Perhaps the most successful of these is the government led by Bolivia’s Evo Morales. Morales, ironically, has been among the Latin American leaders who has strayed furthest from the Washington Consensus. His government has nationalized major industries (the state now controls 34 percent of the economy) and closed its borders to some imports. Between 2002 and 2010, the Bolivia’s poverty rate was cut by a third, and in 2009, UNESCO declared the country illiteracy-free. Economic growth was over 5 percent last year and has averaged above 4.5 percent during Morales’ presidency.
Though great progress in the fight against inequality in Latin America has been made, serious challenges remain.
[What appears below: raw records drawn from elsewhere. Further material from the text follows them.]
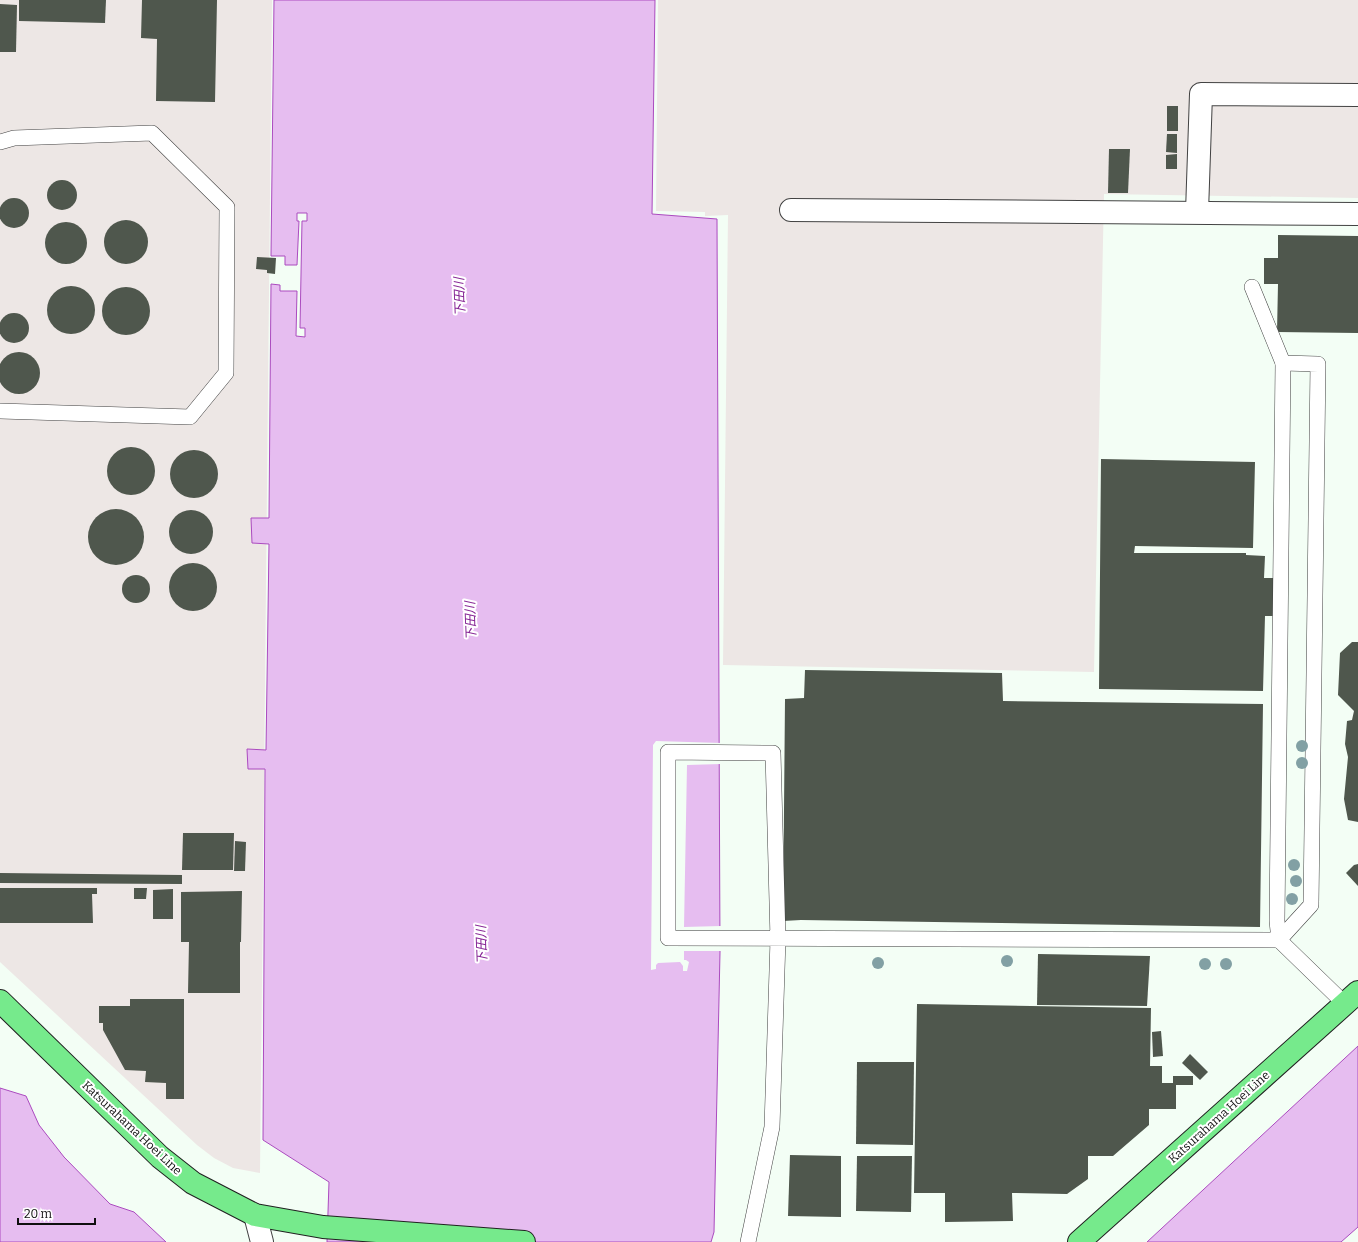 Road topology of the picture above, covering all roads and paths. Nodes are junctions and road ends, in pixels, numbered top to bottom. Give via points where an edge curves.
1 (1358, 95) edge
2 (0, 142) edge
3 (791, 210) dead end
4 (1197, 212) junction
5 (1358, 214) edge
6 (1252, 287) dead end
7 (1282, 363) junction
8 (0, 411) edge
9 (778, 939) junction
10 (1279, 940) junction
11 (1352, 998) edge
12 (0, 1001) edge
13 (255, 1215) junction
14 (262, 1242) edge
15 (524, 1242) edge
16 (748, 1242) edge
17 (1079, 1242) edge

1 - 4 street via 1201,94
2 - 8 lane via 14,138 152,133 227,207 226,373 190,416
3 - 4 street
4 - 5 street
6 - 7 lane
7 - 10 lane via 1277,921
7 - 10 lane via 1318,364 1311,905
9 - 9 lane via 668,938 668,752 773,753
9 - 10 lane
9 - 16 lane via 772,1126
10 - 11 lane
11 - 17 main road, Katsurahama Hoei Line
12 - 13 main road, Katsurahama Hoei Line via 160,1157 193,1183
13 - 14 street
13 - 15 main road, Katsurahama Hoei Line via 323,1227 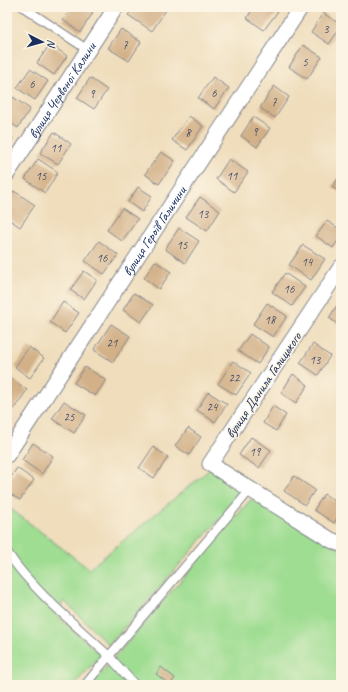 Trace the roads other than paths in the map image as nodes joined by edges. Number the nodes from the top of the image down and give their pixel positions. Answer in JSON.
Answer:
{"nodes":[{"id":1,"x":23,"y":7,"type":"edge"},
{"id":2,"x":116,"y":7,"type":"edge"},
{"id":3,"x":301,"y":7,"type":"edge"},
{"id":4,"x":88,"y":50,"type":"junction"},
{"id":5,"x":7,"y":174,"type":"edge"},
{"id":6,"x":340,"y":269,"type":"edge"},
{"id":7,"x":7,"y":455,"type":"edge"},
{"id":8,"x":250,"y":490,"type":"junction"},
{"id":9,"x":341,"y":544,"type":"edge"},
{"id":10,"x":7,"y":552,"type":"edge"},
{"id":11,"x":7,"y":560,"type":"edge"},
{"id":12,"x":20,"y":570,"type":"junction"},
{"id":13,"x":108,"y":656,"type":"junction"},
{"id":14,"x":85,"y":685,"type":"edge"},
{"id":15,"x":135,"y":685,"type":"edge"}],
"edges":[{"from":1,"to":4,"type":"lane"},
{"from":2,"to":4,"type":"street","name":"вулиця Червоної Калини"},
{"from":3,"to":7,"type":"street","name":"вулиця Героїв Галичини"},
{"from":4,"to":5,"type":"street","name":"вулиця Червоної Калини"},
{"from":6,"to":8,"type":"street","name":"вулиця Данила Галицького"},
{"from":8,"to":9,"type":"street"},
{"from":8,"to":13,"type":"lane"},
{"from":10,"to":12,"type":"lane"},
{"from":11,"to":12,"type":"lane"},
{"from":12,"to":13,"type":"lane"},
{"from":13,"to":14,"type":"lane"},
{"from":13,"to":15,"type":"lane"}]}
Latin America is still, along with Africa, the most unequal region in the world. Many people living there suffer from desperate poverty, including some 80 million people living in extreme poverty. An economy that goes sour could open the door to right-wing challengers bent on reversing historic gains, as may be happening in Venezuela.
For now, though, Latin America’s egalitarian renaissance appears to be going strong. Countries like the US, where inequality continues to spiral, could do worse than to take a close look at the egalitarian policies that have worked for Latin America, and adopt them as their own.